Vulnerable GE anesthesia machines can be manipulated by attackers

A vulnerability affecting several anesthesia and respiratory devices manufactured by General Electric (GE) Healthcare could allow attackers to manipulate the devices’ settings and silence alarms, CyberMDX researchers have found.

About the vulnerability (CVE-2019-10966)

CVE-2019-10966 affects versions 7100 and 7900 of the GE Aestive and GE Aespire machines, primarily used in the U.S.

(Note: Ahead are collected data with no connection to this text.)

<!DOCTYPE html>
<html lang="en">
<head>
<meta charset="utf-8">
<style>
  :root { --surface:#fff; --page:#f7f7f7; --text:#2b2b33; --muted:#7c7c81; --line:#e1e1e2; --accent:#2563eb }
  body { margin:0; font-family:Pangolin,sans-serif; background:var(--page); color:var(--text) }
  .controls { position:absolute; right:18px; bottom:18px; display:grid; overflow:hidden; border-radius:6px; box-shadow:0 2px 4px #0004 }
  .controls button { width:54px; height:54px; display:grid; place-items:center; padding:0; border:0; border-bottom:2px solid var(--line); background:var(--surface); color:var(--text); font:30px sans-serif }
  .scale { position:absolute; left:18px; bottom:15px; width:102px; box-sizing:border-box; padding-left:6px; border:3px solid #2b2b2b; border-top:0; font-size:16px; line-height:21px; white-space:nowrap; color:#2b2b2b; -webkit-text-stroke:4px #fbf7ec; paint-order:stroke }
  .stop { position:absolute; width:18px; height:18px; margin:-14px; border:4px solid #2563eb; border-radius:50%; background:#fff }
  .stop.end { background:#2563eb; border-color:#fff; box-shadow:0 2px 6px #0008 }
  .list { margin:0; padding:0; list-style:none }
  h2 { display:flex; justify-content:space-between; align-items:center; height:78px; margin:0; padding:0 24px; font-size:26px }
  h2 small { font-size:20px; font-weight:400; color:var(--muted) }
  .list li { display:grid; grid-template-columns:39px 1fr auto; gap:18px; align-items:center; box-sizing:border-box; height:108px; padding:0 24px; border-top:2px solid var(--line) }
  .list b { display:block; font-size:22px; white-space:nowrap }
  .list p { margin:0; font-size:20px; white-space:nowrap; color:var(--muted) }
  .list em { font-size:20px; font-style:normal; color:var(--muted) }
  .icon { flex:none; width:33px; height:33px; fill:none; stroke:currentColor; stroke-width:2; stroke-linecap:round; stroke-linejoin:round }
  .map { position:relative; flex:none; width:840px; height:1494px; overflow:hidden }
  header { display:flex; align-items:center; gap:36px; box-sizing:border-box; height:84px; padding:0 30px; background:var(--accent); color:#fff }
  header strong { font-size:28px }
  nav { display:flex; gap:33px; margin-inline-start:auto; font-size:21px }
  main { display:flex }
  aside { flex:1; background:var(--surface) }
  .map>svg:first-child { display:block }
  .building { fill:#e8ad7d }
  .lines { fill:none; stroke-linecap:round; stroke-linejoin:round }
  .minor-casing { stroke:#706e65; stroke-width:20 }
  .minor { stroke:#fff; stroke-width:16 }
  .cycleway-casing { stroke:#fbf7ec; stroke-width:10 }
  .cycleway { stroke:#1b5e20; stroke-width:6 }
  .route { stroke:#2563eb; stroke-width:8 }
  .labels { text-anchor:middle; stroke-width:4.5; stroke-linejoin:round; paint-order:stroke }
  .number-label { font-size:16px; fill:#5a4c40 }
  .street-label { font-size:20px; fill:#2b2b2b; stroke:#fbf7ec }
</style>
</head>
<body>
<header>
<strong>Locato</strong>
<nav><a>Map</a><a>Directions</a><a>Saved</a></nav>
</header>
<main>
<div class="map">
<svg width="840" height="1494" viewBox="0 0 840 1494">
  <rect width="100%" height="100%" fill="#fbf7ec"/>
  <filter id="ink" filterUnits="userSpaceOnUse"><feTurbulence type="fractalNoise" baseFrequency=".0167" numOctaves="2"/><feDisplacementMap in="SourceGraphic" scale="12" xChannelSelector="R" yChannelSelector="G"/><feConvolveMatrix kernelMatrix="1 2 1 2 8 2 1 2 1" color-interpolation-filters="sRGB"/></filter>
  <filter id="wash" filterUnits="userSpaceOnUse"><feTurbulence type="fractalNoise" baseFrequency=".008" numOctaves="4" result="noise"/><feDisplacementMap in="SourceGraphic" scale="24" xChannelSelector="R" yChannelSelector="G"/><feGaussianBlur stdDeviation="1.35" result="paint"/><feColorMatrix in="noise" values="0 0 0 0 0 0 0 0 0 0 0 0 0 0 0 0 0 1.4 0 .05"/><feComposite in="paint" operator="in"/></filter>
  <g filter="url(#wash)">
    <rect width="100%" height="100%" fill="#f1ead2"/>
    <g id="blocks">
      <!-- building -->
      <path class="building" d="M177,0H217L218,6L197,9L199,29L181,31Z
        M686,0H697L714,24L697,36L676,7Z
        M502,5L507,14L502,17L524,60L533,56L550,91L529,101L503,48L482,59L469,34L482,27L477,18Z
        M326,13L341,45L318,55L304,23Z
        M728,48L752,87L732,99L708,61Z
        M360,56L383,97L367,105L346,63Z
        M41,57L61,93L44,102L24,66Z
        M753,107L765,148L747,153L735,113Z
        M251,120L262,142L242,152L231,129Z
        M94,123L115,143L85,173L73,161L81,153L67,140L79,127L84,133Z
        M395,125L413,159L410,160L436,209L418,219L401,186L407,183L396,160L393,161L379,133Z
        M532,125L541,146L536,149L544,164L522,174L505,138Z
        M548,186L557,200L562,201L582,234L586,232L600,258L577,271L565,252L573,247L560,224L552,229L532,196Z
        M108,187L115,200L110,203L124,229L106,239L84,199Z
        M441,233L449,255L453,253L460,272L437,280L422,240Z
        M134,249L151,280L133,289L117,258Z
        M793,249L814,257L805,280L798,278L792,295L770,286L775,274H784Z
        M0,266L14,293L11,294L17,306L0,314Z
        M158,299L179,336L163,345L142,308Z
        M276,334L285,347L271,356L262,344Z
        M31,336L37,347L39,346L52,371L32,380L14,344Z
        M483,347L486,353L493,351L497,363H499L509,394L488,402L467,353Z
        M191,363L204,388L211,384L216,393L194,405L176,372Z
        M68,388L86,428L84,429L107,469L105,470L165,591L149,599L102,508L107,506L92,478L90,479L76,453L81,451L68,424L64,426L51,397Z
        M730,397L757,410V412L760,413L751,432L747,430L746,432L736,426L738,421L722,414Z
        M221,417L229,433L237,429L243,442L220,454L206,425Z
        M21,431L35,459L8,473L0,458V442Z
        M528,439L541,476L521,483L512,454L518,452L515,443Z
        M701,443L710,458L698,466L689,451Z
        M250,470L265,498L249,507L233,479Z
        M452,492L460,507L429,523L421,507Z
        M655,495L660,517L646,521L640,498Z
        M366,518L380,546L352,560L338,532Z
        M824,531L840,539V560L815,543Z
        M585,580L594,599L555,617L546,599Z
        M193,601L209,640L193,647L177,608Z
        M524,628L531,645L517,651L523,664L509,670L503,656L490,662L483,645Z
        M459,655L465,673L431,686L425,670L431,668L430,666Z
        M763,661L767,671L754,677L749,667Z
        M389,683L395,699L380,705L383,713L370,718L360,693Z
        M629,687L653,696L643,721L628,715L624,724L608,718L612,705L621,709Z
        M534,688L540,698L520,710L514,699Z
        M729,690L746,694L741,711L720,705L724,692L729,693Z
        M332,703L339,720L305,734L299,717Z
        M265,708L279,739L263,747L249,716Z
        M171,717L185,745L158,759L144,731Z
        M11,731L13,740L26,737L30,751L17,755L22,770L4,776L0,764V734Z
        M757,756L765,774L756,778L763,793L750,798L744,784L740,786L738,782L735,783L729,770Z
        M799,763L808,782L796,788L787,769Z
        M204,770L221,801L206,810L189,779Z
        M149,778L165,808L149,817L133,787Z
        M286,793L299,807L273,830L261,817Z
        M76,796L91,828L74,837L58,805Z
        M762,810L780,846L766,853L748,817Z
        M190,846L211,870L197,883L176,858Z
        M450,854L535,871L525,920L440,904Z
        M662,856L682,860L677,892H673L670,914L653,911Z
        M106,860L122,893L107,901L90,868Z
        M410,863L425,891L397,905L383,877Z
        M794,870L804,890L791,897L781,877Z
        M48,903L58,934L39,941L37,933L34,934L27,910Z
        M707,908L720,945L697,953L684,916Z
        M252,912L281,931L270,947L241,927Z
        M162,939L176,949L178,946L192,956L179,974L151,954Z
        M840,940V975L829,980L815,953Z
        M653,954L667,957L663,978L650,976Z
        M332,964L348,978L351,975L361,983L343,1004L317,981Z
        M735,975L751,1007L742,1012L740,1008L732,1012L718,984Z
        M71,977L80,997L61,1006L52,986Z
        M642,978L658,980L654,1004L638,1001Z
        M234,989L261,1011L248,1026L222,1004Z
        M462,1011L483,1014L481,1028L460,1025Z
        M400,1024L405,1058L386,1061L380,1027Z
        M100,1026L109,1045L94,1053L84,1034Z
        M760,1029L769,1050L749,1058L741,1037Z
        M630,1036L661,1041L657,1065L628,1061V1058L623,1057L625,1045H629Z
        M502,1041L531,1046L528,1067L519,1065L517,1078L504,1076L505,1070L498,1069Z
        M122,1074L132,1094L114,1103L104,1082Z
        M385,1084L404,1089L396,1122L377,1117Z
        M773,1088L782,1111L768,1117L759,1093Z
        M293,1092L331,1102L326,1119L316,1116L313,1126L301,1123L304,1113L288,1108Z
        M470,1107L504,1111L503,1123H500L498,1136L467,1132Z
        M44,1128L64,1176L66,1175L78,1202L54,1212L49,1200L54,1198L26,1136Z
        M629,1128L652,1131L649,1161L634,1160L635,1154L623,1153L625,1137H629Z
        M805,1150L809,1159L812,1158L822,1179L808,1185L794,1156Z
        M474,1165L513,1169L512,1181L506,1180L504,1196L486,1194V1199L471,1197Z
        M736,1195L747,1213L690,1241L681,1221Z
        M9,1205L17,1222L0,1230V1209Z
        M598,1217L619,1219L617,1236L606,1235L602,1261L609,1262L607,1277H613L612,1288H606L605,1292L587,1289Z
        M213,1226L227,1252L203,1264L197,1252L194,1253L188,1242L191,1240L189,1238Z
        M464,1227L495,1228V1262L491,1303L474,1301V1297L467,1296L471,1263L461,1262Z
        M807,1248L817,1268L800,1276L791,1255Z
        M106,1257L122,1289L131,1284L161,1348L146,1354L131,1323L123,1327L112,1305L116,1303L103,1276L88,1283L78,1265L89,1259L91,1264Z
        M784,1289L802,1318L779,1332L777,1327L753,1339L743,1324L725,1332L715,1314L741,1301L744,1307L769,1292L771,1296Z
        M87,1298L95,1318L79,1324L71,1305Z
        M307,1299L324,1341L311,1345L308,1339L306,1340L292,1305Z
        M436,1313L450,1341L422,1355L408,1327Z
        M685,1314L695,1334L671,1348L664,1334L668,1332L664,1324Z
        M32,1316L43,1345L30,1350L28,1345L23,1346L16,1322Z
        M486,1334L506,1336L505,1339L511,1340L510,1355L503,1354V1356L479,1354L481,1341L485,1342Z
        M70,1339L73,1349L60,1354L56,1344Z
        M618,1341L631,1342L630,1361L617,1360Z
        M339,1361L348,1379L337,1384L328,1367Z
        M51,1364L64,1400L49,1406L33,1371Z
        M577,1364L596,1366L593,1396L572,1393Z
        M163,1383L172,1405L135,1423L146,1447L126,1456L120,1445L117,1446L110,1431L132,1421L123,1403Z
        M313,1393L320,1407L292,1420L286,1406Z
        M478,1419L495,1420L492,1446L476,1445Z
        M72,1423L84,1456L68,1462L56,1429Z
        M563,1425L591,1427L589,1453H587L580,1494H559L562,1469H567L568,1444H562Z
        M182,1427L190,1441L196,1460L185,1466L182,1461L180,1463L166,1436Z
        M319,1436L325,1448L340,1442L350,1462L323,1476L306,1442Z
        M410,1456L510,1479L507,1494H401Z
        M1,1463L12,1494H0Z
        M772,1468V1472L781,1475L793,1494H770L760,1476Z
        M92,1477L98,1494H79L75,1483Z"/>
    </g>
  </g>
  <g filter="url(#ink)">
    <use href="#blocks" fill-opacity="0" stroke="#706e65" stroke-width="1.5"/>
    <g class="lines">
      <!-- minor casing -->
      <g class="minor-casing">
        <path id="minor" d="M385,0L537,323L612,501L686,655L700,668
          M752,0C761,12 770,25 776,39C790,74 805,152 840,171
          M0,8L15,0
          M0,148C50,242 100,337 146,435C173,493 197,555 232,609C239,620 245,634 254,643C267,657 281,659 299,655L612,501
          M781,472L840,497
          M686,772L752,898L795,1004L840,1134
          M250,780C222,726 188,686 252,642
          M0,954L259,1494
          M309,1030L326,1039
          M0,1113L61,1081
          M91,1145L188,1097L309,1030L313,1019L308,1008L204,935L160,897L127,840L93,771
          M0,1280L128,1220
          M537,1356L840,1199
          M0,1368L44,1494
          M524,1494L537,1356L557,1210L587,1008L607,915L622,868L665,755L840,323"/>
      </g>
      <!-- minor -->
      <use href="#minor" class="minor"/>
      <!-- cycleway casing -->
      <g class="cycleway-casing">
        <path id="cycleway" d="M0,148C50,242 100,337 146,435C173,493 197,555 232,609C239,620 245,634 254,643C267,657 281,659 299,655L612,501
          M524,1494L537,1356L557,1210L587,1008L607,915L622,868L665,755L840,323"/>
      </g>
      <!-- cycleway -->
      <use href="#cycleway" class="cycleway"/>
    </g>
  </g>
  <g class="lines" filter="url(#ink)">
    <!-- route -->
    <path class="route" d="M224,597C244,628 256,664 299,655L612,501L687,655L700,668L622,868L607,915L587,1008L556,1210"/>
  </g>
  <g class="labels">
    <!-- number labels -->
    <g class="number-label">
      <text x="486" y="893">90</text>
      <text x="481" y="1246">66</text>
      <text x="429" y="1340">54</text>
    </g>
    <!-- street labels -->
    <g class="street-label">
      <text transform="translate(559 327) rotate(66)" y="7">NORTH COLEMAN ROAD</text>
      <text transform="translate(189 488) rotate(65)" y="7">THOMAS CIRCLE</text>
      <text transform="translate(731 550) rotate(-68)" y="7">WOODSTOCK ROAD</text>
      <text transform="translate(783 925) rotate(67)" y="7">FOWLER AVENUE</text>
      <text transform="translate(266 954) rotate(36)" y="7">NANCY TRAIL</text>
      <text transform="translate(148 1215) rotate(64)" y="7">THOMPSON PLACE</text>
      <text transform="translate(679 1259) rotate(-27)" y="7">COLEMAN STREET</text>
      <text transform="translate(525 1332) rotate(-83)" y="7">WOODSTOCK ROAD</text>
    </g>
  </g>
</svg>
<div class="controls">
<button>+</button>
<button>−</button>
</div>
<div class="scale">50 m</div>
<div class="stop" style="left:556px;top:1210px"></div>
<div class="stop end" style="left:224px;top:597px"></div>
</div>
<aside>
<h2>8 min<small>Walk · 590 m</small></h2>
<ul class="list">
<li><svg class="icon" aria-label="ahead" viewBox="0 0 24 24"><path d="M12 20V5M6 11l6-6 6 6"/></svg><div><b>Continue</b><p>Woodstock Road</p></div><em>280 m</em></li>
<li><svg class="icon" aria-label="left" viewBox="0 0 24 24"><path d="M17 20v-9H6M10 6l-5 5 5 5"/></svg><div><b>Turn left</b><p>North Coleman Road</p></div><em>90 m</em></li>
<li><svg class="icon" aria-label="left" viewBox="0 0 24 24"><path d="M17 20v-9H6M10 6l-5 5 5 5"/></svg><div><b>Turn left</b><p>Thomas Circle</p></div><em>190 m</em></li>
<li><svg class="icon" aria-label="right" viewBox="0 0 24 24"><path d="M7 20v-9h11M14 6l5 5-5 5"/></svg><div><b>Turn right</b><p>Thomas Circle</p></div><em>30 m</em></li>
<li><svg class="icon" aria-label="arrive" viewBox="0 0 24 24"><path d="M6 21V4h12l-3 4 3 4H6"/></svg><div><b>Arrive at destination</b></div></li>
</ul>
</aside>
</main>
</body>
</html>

The vulnerability is exploitable only if they are connected to a hospital network though their serial communication port and via terminal server, and only by an attacker who already has access to the network.

“Successful exploitation of this vulnerability could allow an attacker the ability to remotely modify GE Healthcare anesthesia device parameters. This results from the configuration exposure of certain terminal server implementations that extend GE Healthcare anesthesia device serial ports to TCP/IP networks,” ICS-CERT noted.

CyberMDX researchers say that they conducted several field tests with vulnerable machines and have confirmed the vulnerability.

The first step to exploitation is to force the devices to revert to an earlier, less secure version of the communication protocol they use. This allows an attacker who has knowledge of command conventions to:

• See the dosages and drug names being used by the patients in a room
• Make gas composition parameter changes
• Manipulate barometric pressure settings and anesthetic agent type selection
• Make date and time changes
• Silence alarms.

“Anesthesiologists will usually have strict protocols requiring them to document procedures, dosages, vital signs, and more. This is the main reason anesthesia machines are connected to the network — reporting and documenting their status and actions,” the team noted.

“It is in this regard that alterations to date and time settings can prove consequential — jumbling log chronology and undermining the efficacy of audit trails.”

What to do to minimize the risk?

Despite CyberMDX’s claims, GE Healthcare says that “the potential gas composition parameter changes, potential device time change, or potential remote alarm silencing actions will not interfere in any way with the delivery of therapy to a patient at the point of delivery, and do not pose any direct clinical harm,” and that “the potential ability to modify GE Healthcare anesthesia device parameters or silence alarms does not demonstrate a vulnerability of the GE Healthcare anesthesia device functionality itself.”

GE does not plan for fix the flaw, which effectively arises from the fact that the machines don’t require or use authentication.

Instead, they advise healthcare orgs to use terminal servers that have security features like strong encryption, VPN, authentication of users, network controls, logging, audit capability, secure device configuration and management options.